[TO DO] Which lines below contain the word "dead"? Copy each of them.

[EXCERPTED DATA]
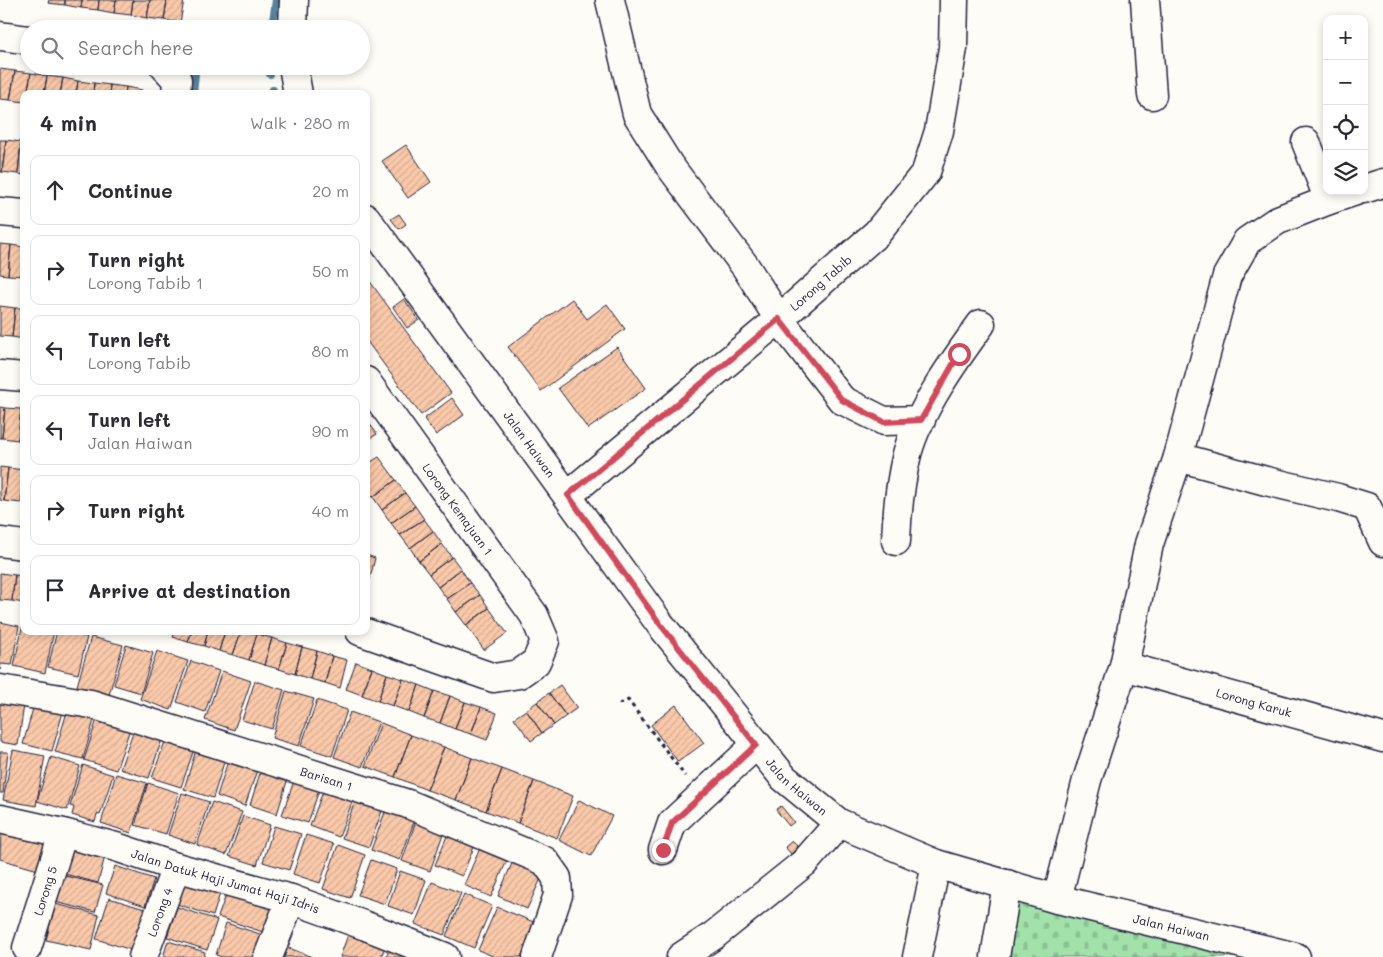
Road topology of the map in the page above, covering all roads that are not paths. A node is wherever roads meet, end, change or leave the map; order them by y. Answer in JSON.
{"nodes":[{"id":1,"x":294,"y":0,"type":"edge"},
{"id":2,"x":610,"y":0,"type":"edge"},
{"id":3,"x":954,"y":0,"type":"edge"},
{"id":4,"x":1145,"y":0,"type":"edge"},
{"id":5,"x":293,"y":20,"type":"edge"},
{"id":6,"x":0,"y":36,"type":"edge"},
{"id":7,"x":20,"y":39,"type":"edge"},
{"id":8,"x":295,"y":75,"type":"edge"},
{"id":9,"x":297,"y":90,"type":"edge"},
{"id":10,"x":1152,"y":96,"type":"dead end"},
{"id":11,"x":1306,"y":142,"type":"dead end"},
{"id":12,"x":1383,"y":183,"type":"edge"},
{"id":13,"x":1368,"y":188,"type":"edge"},
{"id":14,"x":1344,"y":195,"type":"edge"},
{"id":15,"x":1329,"y":200,"type":"junction"},
{"id":16,"x":0,"y":212,"type":"edge"},
{"id":17,"x":20,"y":214,"type":"edge"},
{"id":18,"x":370,"y":230,"type":"edge"},
{"id":19,"x":779,"y":319,"type":"junction"},
{"id":20,"x":981,"y":324,"type":"dead end"},
{"id":21,"x":0,"y":375,"type":"edge"},
{"id":22,"x":20,"y":377,"type":"edge"},
{"id":23,"x":370,"y":387,"type":"edge"},
{"id":24,"x":921,"y":420,"type":"junction"},
{"id":25,"x":1178,"y":457,"type":"junction"},
{"id":26,"x":568,"y":495,"type":"junction"},
{"id":27,"x":896,"y":541,"type":"dead end"},
{"id":28,"x":0,"y":542,"type":"edge"},
{"id":29,"x":1383,"y":542,"type":"edge"},
{"id":30,"x":20,"y":544,"type":"edge"},
{"id":31,"x":370,"y":635,"type":"edge"},
{"id":32,"x":1124,"y":666,"type":"junction"},
{"id":33,"x":0,"y":689,"type":"edge"},
{"id":34,"x":1383,"y":738,"type":"edge"},
{"id":35,"x":756,"y":745,"type":"junction"},
{"id":36,"x":0,"y":819,"type":"edge"},
{"id":37,"x":839,"y":823,"type":"junction"},
{"id":38,"x":63,"y":833,"type":"junction"},
{"id":39,"x":663,"y":850,"type":"dead end"},
{"id":40,"x":936,"y":864,"type":"junction"},
{"id":41,"x":176,"y":867,"type":"junction"},
{"id":42,"x":1007,"y":884,"type":"junction"},
{"id":43,"x":291,"y":899,"type":"junction"},
{"id":44,"x":1057,"y":899,"type":"junction"},
{"id":45,"x":27,"y":948,"type":"dead end"},
{"id":46,"x":143,"y":957,"type":"edge"},
{"id":47,"x":268,"y":957,"type":"edge"},
{"id":48,"x":445,"y":957,"type":"edge"},
{"id":49,"x":537,"y":957,"type":"edge"},
{"id":50,"x":681,"y":957,"type":"edge"},
{"id":51,"x":917,"y":957,"type":"edge"},
{"id":52,"x":995,"y":957,"type":"edge"},
{"id":53,"x":1296,"y":957,"type":"edge"}],
"edges":[{"from":1,"to":5,"type":"street"},
{"from":2,"to":19,"type":"street"},
{"from":3,"to":19,"type":"street","name":"Lorong Tabib"},
{"from":4,"to":10,"type":"street"},
{"from":6,"to":7,"type":"street"},
{"from":8,"to":9,"type":"street"},
{"from":11,"to":15,"type":"street"},
{"from":12,"to":13,"type":"street"},
{"from":14,"to":15,"type":"street"},
{"from":15,"to":25,"type":"street"},
{"from":16,"to":17,"type":"street"},
{"from":18,"to":26,"type":"street","name":"Jalan Haiwan"},
{"from":19,"to":24,"type":"street"},
{"from":19,"to":26,"type":"street","name":"Lorong Tabib"},
{"from":20,"to":24,"type":"street"},
{"from":21,"to":22,"type":"street"},
{"from":23,"to":31,"type":"street","name":"Lorong Kemajuan 1"},
{"from":24,"to":27,"type":"street"},
{"from":25,"to":29,"type":"street"},
{"from":25,"to":32,"type":"street"},
{"from":26,"to":35,"type":"street","name":"Jalan Haiwan"},
{"from":28,"to":30,"type":"street"},
{"from":32,"to":34,"type":"street","name":"Lorong Karuk"},
{"from":32,"to":44,"type":"street"},
{"from":33,"to":49,"type":"street","name":"Barisan 1"},
{"from":35,"to":37,"type":"street","name":"Jalan Haiwan"},
{"from":35,"to":39,"type":"street"},
{"from":36,"to":38,"type":"street","name":"Jalan Datuk Haji Jumat Haji Idris"},
{"from":37,"to":40,"type":"street","name":"Jalan Haiwan"},
{"from":37,"to":50,"type":"street"},
{"from":38,"to":41,"type":"street","name":"Jalan Datuk Haji Jumat Haji Idris"},
{"from":38,"to":45,"type":"street","name":"Lorong 5"},
{"from":40,"to":42,"type":"street","name":"Jalan Haiwan"},
{"from":40,"to":51,"type":"street"},
{"from":41,"to":43,"type":"street","name":"Jalan Datuk Haji Jumat Haji Idris"},
{"from":41,"to":46,"type":"street","name":"Lorong 4"},
{"from":42,"to":44,"type":"street","name":"Jalan Haiwan"},
{"from":42,"to":52,"type":"street"},
{"from":43,"to":47,"type":"street"},
{"from":43,"to":48,"type":"street","name":"Jalan Datuk Haji Jumat Haji Idris"},
{"from":44,"to":53,"type":"street","name":"Jalan Haiwan"}]}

[SOLUTION TO THIS PROBLEM]
{"id":10,"x":1152,"y":96,"type":"dead end"},
{"id":11,"x":1306,"y":142,"type":"dead end"},
{"id":20,"x":981,"y":324,"type":"dead end"},
{"id":27,"x":896,"y":541,"type":"dead end"},
{"id":39,"x":663,"y":850,"type":"dead end"},
{"id":45,"x":27,"y":948,"type":"dead end"},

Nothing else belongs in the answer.